## Assignment
Your answer should contain every line of the records, transcribed word for word.

## Information given
================
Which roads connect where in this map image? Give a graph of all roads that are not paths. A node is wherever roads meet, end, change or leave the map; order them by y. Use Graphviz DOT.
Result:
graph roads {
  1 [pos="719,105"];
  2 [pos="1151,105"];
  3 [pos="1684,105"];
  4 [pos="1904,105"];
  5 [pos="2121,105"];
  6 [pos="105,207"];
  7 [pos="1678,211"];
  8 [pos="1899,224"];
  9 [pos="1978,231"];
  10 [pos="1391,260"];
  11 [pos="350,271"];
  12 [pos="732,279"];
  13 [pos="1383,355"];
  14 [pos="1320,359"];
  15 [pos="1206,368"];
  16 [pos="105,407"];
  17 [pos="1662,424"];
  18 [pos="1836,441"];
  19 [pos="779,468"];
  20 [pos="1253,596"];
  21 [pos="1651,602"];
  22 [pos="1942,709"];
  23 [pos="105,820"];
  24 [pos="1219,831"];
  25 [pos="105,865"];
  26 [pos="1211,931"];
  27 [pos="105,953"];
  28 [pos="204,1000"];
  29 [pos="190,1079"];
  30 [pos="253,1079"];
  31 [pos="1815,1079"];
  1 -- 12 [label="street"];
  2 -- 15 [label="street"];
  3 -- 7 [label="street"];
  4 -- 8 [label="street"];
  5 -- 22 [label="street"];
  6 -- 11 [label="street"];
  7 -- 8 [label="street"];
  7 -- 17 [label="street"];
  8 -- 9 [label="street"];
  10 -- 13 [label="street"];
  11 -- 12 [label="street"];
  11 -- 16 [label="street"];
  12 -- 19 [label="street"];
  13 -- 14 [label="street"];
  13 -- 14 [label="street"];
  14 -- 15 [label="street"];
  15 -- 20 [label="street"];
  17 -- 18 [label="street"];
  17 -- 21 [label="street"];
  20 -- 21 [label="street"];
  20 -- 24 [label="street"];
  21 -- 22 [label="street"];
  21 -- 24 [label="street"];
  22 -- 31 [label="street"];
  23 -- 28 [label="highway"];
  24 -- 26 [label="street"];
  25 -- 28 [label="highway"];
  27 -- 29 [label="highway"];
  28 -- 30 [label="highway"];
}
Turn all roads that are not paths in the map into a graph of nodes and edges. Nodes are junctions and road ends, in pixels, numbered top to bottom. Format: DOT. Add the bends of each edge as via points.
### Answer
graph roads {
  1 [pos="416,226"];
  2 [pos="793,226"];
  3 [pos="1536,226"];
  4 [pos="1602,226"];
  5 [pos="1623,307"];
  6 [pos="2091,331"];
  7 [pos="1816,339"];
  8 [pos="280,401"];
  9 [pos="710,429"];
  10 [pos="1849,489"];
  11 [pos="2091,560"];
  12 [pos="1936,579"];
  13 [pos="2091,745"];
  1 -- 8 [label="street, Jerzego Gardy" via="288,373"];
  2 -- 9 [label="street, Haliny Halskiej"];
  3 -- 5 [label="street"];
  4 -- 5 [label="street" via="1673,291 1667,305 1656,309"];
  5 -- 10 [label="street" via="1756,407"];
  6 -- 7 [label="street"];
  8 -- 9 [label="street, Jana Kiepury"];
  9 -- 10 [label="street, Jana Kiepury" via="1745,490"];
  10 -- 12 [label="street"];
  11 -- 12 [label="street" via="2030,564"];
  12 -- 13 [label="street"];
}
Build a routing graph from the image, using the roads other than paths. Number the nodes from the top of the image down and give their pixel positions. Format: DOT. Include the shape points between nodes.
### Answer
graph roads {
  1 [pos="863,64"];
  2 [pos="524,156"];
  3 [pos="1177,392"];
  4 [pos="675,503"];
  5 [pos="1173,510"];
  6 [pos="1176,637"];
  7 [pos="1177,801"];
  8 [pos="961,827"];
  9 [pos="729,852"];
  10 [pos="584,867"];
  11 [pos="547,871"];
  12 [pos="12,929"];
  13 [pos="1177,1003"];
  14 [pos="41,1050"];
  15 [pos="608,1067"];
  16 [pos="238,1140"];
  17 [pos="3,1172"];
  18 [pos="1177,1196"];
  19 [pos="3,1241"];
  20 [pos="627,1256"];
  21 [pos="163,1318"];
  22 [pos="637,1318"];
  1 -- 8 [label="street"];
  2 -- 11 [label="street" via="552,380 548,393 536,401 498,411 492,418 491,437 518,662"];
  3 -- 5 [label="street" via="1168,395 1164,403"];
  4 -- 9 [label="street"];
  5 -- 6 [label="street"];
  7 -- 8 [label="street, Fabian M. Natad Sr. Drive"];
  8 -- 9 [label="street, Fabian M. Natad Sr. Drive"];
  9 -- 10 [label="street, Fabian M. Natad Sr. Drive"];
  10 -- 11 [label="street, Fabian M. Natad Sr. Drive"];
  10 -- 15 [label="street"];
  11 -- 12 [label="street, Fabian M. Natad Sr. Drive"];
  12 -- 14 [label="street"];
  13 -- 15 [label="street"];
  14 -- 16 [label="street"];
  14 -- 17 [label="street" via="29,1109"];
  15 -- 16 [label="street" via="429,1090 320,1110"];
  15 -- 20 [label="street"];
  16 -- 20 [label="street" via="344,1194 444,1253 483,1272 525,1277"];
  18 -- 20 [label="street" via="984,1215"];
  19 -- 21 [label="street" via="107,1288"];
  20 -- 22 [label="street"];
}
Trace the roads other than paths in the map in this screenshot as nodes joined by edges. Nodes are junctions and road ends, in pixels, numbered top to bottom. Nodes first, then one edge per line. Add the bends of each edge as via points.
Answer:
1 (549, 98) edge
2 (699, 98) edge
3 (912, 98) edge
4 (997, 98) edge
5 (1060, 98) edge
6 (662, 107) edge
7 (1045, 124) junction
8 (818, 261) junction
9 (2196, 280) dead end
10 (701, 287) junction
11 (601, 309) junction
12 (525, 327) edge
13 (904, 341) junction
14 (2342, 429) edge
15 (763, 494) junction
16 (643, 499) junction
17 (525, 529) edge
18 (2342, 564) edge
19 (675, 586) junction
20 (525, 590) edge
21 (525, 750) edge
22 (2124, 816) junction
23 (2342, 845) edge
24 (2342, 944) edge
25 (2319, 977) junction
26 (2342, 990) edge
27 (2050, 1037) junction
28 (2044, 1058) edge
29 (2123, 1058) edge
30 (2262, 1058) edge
================
## Output of the task
Which roads connect where in this map image? Give a graph of all roads that are not paths. A node is wherever roads meet, end, change or leave the map; order them by y. Use Graphviz DOT.
Result:
graph roads {
  1 [pos="719,105"];
  2 [pos="1151,105"];
  3 [pos="1684,105"];
  4 [pos="1904,105"];
  5 [pos="2121,105"];
  6 [pos="105,207"];
  7 [pos="1678,211"];
  8 [pos="1899,224"];
  9 [pos="1978,231"];
  10 [pos="1391,260"];
  11 [pos="350,271"];
  12 [pos="732,279"];
  13 [pos="1383,355"];
  14 [pos="1320,359"];
  15 [pos="1206,368"];
  16 [pos="105,407"];
  17 [pos="1662,424"];
  18 [pos="1836,441"];
  19 [pos="779,468"];
  20 [pos="1253,596"];
  21 [pos="1651,602"];
  22 [pos="1942,709"];
  23 [pos="105,820"];
  24 [pos="1219,831"];
  25 [pos="105,865"];
  26 [pos="1211,931"];
  27 [pos="105,953"];
  28 [pos="204,1000"];
  29 [pos="190,1079"];
  30 [pos="253,1079"];
  31 [pos="1815,1079"];
  1 -- 12 [label="street"];
  2 -- 15 [label="street"];
  3 -- 7 [label="street"];
  4 -- 8 [label="street"];
  5 -- 22 [label="street"];
  6 -- 11 [label="street"];
  7 -- 8 [label="street"];
  7 -- 17 [label="street"];
  8 -- 9 [label="street"];
  10 -- 13 [label="street"];
  11 -- 12 [label="street"];
  11 -- 16 [label="street"];
  12 -- 19 [label="street"];
  13 -- 14 [label="street"];
  13 -- 14 [label="street"];
  14 -- 15 [label="street"];
  15 -- 20 [label="street"];
  17 -- 18 [label="street"];
  17 -- 21 [label="street"];
  20 -- 21 [label="street"];
  20 -- 24 [label="street"];
  21 -- 22 [label="street"];
  21 -- 24 [label="street"];
  22 -- 31 [label="street"];
  23 -- 28 [label="highway"];
  24 -- 26 [label="street"];
  25 -- 28 [label="highway"];
  27 -- 29 [label="highway"];
  28 -- 30 [label="highway"];
}
Turn all roads that are not paths in the map into a graph of nodes and edges. Nodes are junctions and road ends, in pixels, numbered top to bottom. Format: DOT. Add the bends of each edge as via points.
### Answer
graph roads {
  1 [pos="416,226"];
  2 [pos="793,226"];
  3 [pos="1536,226"];
  4 [pos="1602,226"];
  5 [pos="1623,307"];
  6 [pos="2091,331"];
  7 [pos="1816,339"];
  8 [pos="280,401"];
  9 [pos="710,429"];
  10 [pos="1849,489"];
  11 [pos="2091,560"];
  12 [pos="1936,579"];
  13 [pos="2091,745"];
  1 -- 8 [label="street, Jerzego Gardy" via="288,373"];
  2 -- 9 [label="street, Haliny Halskiej"];
  3 -- 5 [label="street"];
  4 -- 5 [label="street" via="1673,291 1667,305 1656,309"];
  5 -- 10 [label="street" via="1756,407"];
  6 -- 7 [label="street"];
  8 -- 9 [label="street, Jana Kiepury"];
  9 -- 10 [label="street, Jana Kiepury" via="1745,490"];
  10 -- 12 [label="street"];
  11 -- 12 [label="street" via="2030,564"];
  12 -- 13 [label="street"];
}
Build a routing graph from the image, using the roads other than paths. Number the nodes from the top of the image down and give their pixel positions. Format: DOT. Include the shape points between nodes.
### Answer
graph roads {
  1 [pos="863,64"];
  2 [pos="524,156"];
  3 [pos="1177,392"];
  4 [pos="675,503"];
  5 [pos="1173,510"];
  6 [pos="1176,637"];
  7 [pos="1177,801"];
  8 [pos="961,827"];
  9 [pos="729,852"];
  10 [pos="584,867"];
  11 [pos="547,871"];
  12 [pos="12,929"];
  13 [pos="1177,1003"];
  14 [pos="41,1050"];
  15 [pos="608,1067"];
  16 [pos="238,1140"];
  17 [pos="3,1172"];
  18 [pos="1177,1196"];
  19 [pos="3,1241"];
  20 [pos="627,1256"];
  21 [pos="163,1318"];
  22 [pos="637,1318"];
  1 -- 8 [label="street"];
  2 -- 11 [label="street" via="552,380 548,393 536,401 498,411 492,418 491,437 518,662"];
  3 -- 5 [label="street" via="1168,395 1164,403"];
  4 -- 9 [label="street"];
  5 -- 6 [label="street"];
  7 -- 8 [label="street, Fabian M. Natad Sr. Drive"];
  8 -- 9 [label="street, Fabian M. Natad Sr. Drive"];
  9 -- 10 [label="street, Fabian M. Natad Sr. Drive"];
  10 -- 11 [label="street, Fabian M. Natad Sr. Drive"];
  10 -- 15 [label="street"];
  11 -- 12 [label="street, Fabian M. Natad Sr. Drive"];
  12 -- 14 [label="street"];
  13 -- 15 [label="street"];
  14 -- 16 [label="street"];
  14 -- 17 [label="street" via="29,1109"];
  15 -- 16 [label="street" via="429,1090 320,1110"];
  15 -- 20 [label="street"];
  16 -- 20 [label="street" via="344,1194 444,1253 483,1272 525,1277"];
  18 -- 20 [label="street" via="984,1215"];
  19 -- 21 [label="street" via="107,1288"];
  20 -- 22 [label="street"];
}
Trace the roads other than paths in the map in this screenshot as nodes joined by edges. Nodes are junctions and road ends, in pixels, numbered top to bottom. Nodes first, then one edge per line. Add the bends of each edge as via points.
Answer:
1 (549, 98) edge
2 (699, 98) edge
3 (912, 98) edge
4 (997, 98) edge
5 (1060, 98) edge
6 (662, 107) edge
7 (1045, 124) junction
8 (818, 261) junction
9 (2196, 280) dead end
10 (701, 287) junction
11 (601, 309) junction
12 (525, 327) edge
13 (904, 341) junction
14 (2342, 429) edge
15 (763, 494) junction
16 (643, 499) junction
17 (525, 529) edge
18 (2342, 564) edge
19 (675, 586) junction
20 (525, 590) edge
21 (525, 750) edge
22 (2124, 816) junction
23 (2342, 845) edge
24 (2342, 944) edge
25 (2319, 977) junction
26 (2342, 990) edge
27 (2050, 1037) junction
28 (2044, 1058) edge
29 (2123, 1058) edge
30 (2262, 1058) edge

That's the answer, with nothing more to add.